**What you are asked to do:** Extract, from the listing that follows, each line containing the word "بلوار".

**Input records:**
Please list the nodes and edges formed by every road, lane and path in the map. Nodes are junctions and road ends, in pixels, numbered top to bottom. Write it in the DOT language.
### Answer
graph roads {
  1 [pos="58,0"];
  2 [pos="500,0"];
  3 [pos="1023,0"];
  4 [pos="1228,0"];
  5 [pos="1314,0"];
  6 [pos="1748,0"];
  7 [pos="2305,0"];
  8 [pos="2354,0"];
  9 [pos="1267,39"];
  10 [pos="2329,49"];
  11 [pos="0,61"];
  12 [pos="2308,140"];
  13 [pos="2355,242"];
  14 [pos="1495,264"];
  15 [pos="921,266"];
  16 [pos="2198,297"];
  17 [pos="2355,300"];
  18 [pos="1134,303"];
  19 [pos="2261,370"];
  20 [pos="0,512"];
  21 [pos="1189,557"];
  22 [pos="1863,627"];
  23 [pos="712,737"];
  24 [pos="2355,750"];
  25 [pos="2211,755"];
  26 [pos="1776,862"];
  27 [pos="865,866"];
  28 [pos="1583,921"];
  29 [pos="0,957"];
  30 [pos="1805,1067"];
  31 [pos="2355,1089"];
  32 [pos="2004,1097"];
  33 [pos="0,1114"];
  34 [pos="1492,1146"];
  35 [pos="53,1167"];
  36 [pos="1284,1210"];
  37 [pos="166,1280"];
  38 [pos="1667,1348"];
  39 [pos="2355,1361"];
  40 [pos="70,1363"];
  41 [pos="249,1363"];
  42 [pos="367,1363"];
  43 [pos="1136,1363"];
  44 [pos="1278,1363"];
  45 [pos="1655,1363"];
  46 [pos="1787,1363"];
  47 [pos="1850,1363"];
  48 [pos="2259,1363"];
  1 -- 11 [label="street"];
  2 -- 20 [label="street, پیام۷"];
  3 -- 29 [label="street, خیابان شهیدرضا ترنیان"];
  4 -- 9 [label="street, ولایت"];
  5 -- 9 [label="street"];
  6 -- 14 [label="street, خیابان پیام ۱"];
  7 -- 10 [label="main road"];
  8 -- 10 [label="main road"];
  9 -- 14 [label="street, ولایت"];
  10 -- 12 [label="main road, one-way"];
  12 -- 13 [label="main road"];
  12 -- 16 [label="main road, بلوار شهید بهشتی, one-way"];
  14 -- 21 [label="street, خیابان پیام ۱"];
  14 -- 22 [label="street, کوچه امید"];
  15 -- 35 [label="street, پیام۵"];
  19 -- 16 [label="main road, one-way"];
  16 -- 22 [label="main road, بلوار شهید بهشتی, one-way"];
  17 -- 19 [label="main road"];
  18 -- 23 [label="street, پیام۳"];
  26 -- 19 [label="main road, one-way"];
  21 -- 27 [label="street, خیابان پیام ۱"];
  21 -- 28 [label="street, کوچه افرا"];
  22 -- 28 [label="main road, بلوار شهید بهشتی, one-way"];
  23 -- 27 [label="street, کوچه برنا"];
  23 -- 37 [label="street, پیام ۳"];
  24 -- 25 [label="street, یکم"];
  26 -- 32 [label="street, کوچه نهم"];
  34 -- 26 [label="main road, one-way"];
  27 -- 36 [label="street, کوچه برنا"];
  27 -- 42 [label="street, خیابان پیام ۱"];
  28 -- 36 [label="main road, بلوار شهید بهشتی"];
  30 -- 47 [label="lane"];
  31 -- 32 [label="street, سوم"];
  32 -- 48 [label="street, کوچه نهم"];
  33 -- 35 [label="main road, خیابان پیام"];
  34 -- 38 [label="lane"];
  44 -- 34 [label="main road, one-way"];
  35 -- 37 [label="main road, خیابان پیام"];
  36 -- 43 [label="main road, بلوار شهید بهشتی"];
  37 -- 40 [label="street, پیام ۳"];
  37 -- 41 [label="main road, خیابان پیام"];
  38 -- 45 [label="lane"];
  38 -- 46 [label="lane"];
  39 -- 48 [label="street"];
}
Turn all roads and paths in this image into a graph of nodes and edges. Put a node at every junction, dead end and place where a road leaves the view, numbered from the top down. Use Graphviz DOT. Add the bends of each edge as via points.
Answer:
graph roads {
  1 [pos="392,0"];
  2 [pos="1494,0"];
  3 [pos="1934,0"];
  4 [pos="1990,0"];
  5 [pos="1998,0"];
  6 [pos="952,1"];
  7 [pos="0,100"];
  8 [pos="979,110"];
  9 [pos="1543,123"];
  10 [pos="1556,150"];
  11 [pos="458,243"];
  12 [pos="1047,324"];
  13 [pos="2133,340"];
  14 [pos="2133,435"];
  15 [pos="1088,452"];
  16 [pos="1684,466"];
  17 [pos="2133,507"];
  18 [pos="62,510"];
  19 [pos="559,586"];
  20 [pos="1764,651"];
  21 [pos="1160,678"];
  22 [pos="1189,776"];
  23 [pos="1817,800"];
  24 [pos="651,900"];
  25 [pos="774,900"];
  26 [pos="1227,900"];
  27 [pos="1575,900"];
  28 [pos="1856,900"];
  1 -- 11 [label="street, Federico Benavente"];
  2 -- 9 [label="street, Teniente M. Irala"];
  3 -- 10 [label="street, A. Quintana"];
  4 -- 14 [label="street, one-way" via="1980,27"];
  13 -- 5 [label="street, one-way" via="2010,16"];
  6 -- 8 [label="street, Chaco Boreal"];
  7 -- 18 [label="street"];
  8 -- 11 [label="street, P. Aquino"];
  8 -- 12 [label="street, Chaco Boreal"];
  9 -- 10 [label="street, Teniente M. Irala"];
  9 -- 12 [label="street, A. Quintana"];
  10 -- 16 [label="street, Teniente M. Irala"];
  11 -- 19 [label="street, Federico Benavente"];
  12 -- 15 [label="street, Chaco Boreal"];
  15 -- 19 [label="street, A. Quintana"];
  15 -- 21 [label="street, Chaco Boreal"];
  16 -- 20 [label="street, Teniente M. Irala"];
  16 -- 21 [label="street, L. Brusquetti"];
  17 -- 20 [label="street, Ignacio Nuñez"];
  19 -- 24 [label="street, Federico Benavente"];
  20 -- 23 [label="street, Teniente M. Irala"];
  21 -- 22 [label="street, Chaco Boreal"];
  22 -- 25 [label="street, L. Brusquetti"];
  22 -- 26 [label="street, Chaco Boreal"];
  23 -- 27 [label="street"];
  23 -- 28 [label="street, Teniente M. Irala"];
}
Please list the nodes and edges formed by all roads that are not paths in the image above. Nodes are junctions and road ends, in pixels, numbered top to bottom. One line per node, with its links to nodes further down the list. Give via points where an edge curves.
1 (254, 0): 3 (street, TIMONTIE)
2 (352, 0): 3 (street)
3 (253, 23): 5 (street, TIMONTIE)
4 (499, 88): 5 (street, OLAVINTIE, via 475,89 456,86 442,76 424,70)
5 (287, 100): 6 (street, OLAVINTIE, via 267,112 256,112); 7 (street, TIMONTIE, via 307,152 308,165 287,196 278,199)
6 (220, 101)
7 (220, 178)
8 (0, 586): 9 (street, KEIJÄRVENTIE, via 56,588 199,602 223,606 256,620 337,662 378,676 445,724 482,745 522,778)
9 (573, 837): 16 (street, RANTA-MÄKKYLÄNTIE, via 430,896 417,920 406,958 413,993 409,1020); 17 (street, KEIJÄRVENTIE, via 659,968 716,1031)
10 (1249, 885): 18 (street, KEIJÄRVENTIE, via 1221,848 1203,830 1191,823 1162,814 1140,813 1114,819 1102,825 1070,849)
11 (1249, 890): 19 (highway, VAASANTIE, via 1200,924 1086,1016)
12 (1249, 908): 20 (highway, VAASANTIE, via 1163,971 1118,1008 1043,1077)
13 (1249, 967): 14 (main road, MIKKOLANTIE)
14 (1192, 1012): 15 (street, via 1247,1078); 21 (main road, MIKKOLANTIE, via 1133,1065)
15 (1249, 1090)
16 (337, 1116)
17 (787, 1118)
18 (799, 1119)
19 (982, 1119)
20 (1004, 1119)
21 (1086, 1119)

**Solution to this exercise:**
  12 -- 16 [label="main road, بلوار شهید بهشتی, one-way"];
  16 -- 22 [label="main road, بلوار شهید بهشتی, one-way"];
  22 -- 28 [label="main road, بلوار شهید بهشتی, one-way"];
  28 -- 36 [label="main road, بلوار شهید بهشتی"];
  36 -- 43 [label="main road, بلوار شهید بهشتی"];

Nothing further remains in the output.